I'm having troubles understanding the general work...
# ask-metaflow
c
I'm having troubles understanding the general workflow when using metaflow. Say I need to clean and extract features from 3 different image datasets, each with their own peculiarities. The ML team expects a outputs in a standardized format, regardless of the source dataset. I'd go ahead and write my pipelines using flowspecs, then get that running on our compute. How then: • Are ML researchers supposed to access the pipeline results? Do they use the metaflow client API to collect runs of interest, and then obtain a local copy of the outputs stored on S3? • Do we trace data lineage? E.g. if image fail to be parsed because of a header issue, how can get a sense of how much data was spilled from my dataset due to the same problem? How does a ML researcher who gets a vector of nan as features trace it back to the step that caused the issue, when the whole pipeline may involve 20 different steps, some batched, some at a sample level? The UI seems limited to showing the details of compute for a run. • Do we do any form of data versioning? If I figure out a way to fix this header issue which affects 10% of our dataset, I'd like to be able to process these images again while still holding the results from the previous 90% to avoid wasting compute. Our ML researchers should then be able to verify that the version number for these bad samples has increased
1
v
good questions!
How to access results Use the Client API to access the results. Results can be stored as artifacts, so they can access the results directly through the client - no need to access S3 manually etc.
How to trace data lineage One approach is to store metadata about each vector in an artifact. Say, you could have a NxM matrix of feature vectors (N images) and then a list/dataframe of N pointers (urls) to original images and the result of decoding. Now if the vector
k
is all NaNs, I'd see the item
k
in the metadata artifact to see what went wrong with decoding. You can access this information through the Client API again. You could build your own small wrapper library around it to make common operations straightforward. Also, you could summarize the information in the UI through a Metaflow card.

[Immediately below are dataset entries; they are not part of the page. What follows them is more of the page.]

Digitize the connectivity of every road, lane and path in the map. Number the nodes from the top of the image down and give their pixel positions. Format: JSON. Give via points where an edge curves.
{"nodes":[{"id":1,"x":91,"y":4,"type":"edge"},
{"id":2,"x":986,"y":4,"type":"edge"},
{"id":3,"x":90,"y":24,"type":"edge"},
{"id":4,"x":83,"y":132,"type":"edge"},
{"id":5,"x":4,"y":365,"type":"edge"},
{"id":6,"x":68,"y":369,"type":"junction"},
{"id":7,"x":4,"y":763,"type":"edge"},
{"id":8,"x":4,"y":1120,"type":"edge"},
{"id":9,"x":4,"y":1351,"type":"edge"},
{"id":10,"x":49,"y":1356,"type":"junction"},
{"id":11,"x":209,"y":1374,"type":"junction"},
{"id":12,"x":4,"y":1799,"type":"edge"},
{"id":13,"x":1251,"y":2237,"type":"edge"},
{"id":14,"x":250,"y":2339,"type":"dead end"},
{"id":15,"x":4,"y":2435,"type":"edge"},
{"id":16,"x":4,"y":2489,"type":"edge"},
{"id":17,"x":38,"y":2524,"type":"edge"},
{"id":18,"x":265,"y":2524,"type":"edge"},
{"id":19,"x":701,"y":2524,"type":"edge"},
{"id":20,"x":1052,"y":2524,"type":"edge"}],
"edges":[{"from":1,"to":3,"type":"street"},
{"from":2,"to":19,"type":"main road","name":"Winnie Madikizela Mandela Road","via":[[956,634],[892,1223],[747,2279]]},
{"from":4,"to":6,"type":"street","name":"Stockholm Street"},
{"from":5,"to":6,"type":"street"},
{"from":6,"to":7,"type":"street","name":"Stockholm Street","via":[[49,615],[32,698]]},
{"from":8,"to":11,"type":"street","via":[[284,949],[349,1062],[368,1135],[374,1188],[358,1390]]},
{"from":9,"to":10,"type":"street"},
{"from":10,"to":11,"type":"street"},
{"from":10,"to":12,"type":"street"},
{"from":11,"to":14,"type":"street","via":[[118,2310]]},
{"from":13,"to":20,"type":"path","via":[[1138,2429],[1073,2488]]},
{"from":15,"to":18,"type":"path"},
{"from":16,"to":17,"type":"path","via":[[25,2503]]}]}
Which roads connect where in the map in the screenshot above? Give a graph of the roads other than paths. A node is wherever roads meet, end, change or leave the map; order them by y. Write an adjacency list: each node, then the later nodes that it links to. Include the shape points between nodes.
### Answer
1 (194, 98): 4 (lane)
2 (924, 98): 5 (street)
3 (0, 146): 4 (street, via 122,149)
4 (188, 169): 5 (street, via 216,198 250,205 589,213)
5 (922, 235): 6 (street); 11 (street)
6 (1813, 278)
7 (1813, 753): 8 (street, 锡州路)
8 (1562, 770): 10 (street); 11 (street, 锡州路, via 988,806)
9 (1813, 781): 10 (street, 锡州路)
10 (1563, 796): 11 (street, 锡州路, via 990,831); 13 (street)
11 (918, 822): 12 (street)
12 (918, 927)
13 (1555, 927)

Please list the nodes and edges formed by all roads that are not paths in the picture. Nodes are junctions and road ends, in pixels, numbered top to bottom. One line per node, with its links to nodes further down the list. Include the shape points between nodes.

How to do data versioning / incremental data processing If you had decoding metadata stored as an artifact as suggested above, you can use the Client API inside the flow to access past metadata, to see what images have failed to process in the past. Then you can try processing them again, together with any new images. Store the updated metadata as an artifact again. This way you get both data versioning - each run produces a snapshot of metadata showing how processing has progressed across run - as well as incremental data processing. Take a look at this example `@resumable_processing` decorator that demonstrates the idea.
hope this helps!
1